Task to carry out:
From the first line to the last, return the data exactly as written.

Start of Given data

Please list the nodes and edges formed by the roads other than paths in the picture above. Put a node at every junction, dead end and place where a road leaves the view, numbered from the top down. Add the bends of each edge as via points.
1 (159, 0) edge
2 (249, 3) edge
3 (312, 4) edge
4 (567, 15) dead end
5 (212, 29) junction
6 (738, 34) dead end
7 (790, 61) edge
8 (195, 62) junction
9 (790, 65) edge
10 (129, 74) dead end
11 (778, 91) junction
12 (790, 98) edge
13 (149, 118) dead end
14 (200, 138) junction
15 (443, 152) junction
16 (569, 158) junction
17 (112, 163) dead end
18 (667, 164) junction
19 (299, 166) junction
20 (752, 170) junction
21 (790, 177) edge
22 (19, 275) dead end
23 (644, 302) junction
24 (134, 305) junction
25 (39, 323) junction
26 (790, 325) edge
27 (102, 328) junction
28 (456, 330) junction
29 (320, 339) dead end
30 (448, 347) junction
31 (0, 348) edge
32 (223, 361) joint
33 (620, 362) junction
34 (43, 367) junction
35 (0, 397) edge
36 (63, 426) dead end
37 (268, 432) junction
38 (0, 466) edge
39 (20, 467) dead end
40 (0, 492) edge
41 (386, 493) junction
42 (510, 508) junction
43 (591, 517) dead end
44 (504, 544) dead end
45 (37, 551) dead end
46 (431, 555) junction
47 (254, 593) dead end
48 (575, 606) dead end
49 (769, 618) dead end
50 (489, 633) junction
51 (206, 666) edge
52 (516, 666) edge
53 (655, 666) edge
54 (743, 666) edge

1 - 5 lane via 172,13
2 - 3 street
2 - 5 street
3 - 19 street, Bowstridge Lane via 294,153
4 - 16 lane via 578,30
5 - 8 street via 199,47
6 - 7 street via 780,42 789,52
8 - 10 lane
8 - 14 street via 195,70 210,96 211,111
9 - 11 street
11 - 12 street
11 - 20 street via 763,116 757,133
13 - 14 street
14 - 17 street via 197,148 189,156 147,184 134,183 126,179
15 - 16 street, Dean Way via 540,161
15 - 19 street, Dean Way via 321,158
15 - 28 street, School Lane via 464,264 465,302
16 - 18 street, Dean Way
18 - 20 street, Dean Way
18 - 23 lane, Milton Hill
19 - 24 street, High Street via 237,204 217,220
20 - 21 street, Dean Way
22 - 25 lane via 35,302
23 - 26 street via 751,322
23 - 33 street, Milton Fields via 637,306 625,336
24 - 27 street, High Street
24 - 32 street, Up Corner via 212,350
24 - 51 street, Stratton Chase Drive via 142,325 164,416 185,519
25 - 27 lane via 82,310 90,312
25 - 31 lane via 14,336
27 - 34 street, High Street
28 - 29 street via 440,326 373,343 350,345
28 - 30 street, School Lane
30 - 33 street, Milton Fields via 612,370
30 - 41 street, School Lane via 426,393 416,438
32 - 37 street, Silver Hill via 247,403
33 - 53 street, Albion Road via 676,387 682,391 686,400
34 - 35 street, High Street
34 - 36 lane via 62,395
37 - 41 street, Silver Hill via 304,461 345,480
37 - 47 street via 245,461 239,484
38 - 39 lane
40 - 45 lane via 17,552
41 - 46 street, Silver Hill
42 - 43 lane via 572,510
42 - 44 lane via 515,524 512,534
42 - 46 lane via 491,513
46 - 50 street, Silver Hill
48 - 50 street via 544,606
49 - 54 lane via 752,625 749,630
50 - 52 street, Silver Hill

End of Given data

Exercise solution:
Please list the nodes and edges formed by the roads other than paths in the picture above. Put a node at every junction, dead end and place where a road leaves the view, numbered from the top down. Add the bends of each edge as via points.
1 (159, 0) edge
2 (249, 3) edge
3 (312, 4) edge
4 (567, 15) dead end
5 (212, 29) junction
6 (738, 34) dead end
7 (790, 61) edge
8 (195, 62) junction
9 (790, 65) edge
10 (129, 74) dead end
11 (778, 91) junction
12 (790, 98) edge
13 (149, 118) dead end
14 (200, 138) junction
15 (443, 152) junction
16 (569, 158) junction
17 (112, 163) dead end
18 (667, 164) junction
19 (299, 166) junction
20 (752, 170) junction
21 (790, 177) edge
22 (19, 275) dead end
23 (644, 302) junction
24 (134, 305) junction
25 (39, 323) junction
26 (790, 325) edge
27 (102, 328) junction
28 (456, 330) junction
29 (320, 339) dead end
30 (448, 347) junction
31 (0, 348) edge
32 (223, 361) joint
33 (620, 362) junction
34 (43, 367) junction
35 (0, 397) edge
36 (63, 426) dead end
37 (268, 432) junction
38 (0, 466) edge
39 (20, 467) dead end
40 (0, 492) edge
41 (386, 493) junction
42 (510, 508) junction
43 (591, 517) dead end
44 (504, 544) dead end
45 (37, 551) dead end
46 (431, 555) junction
47 (254, 593) dead end
48 (575, 606) dead end
49 (769, 618) dead end
50 (489, 633) junction
51 (206, 666) edge
52 (516, 666) edge
53 (655, 666) edge
54 (743, 666) edge

1 - 5 lane via 172,13
2 - 3 street
2 - 5 street
3 - 19 street, Bowstridge Lane via 294,153
4 - 16 lane via 578,30
5 - 8 street via 199,47
6 - 7 street via 780,42 789,52
8 - 10 lane
8 - 14 street via 195,70 210,96 211,111
9 - 11 street
11 - 12 street
11 - 20 street via 763,116 757,133
13 - 14 street
14 - 17 street via 197,148 189,156 147,184 134,183 126,179
15 - 16 street, Dean Way via 540,161
15 - 19 street, Dean Way via 321,158
15 - 28 street, School Lane via 464,264 465,302
16 - 18 street, Dean Way
18 - 20 street, Dean Way
18 - 23 lane, Milton Hill
19 - 24 street, High Street via 237,204 217,220
20 - 21 street, Dean Way
22 - 25 lane via 35,302
23 - 26 street via 751,322
23 - 33 street, Milton Fields via 637,306 625,336
24 - 27 street, High Street
24 - 32 street, Up Corner via 212,350
24 - 51 street, Stratton Chase Drive via 142,325 164,416 185,519
25 - 27 lane via 82,310 90,312
25 - 31 lane via 14,336
27 - 34 street, High Street
28 - 29 street via 440,326 373,343 350,345
28 - 30 street, School Lane
30 - 33 street, Milton Fields via 612,370
30 - 41 street, School Lane via 426,393 416,438
32 - 37 street, Silver Hill via 247,403
33 - 53 street, Albion Road via 676,387 682,391 686,400
34 - 35 street, High Street
34 - 36 lane via 62,395
37 - 41 street, Silver Hill via 304,461 345,480
37 - 47 street via 245,461 239,484
38 - 39 lane
40 - 45 lane via 17,552
41 - 46 street, Silver Hill
42 - 43 lane via 572,510
42 - 44 lane via 515,524 512,534
42 - 46 lane via 491,513
46 - 50 street, Silver Hill
48 - 50 street via 544,606
49 - 54 lane via 752,625 749,630
50 - 52 street, Silver Hill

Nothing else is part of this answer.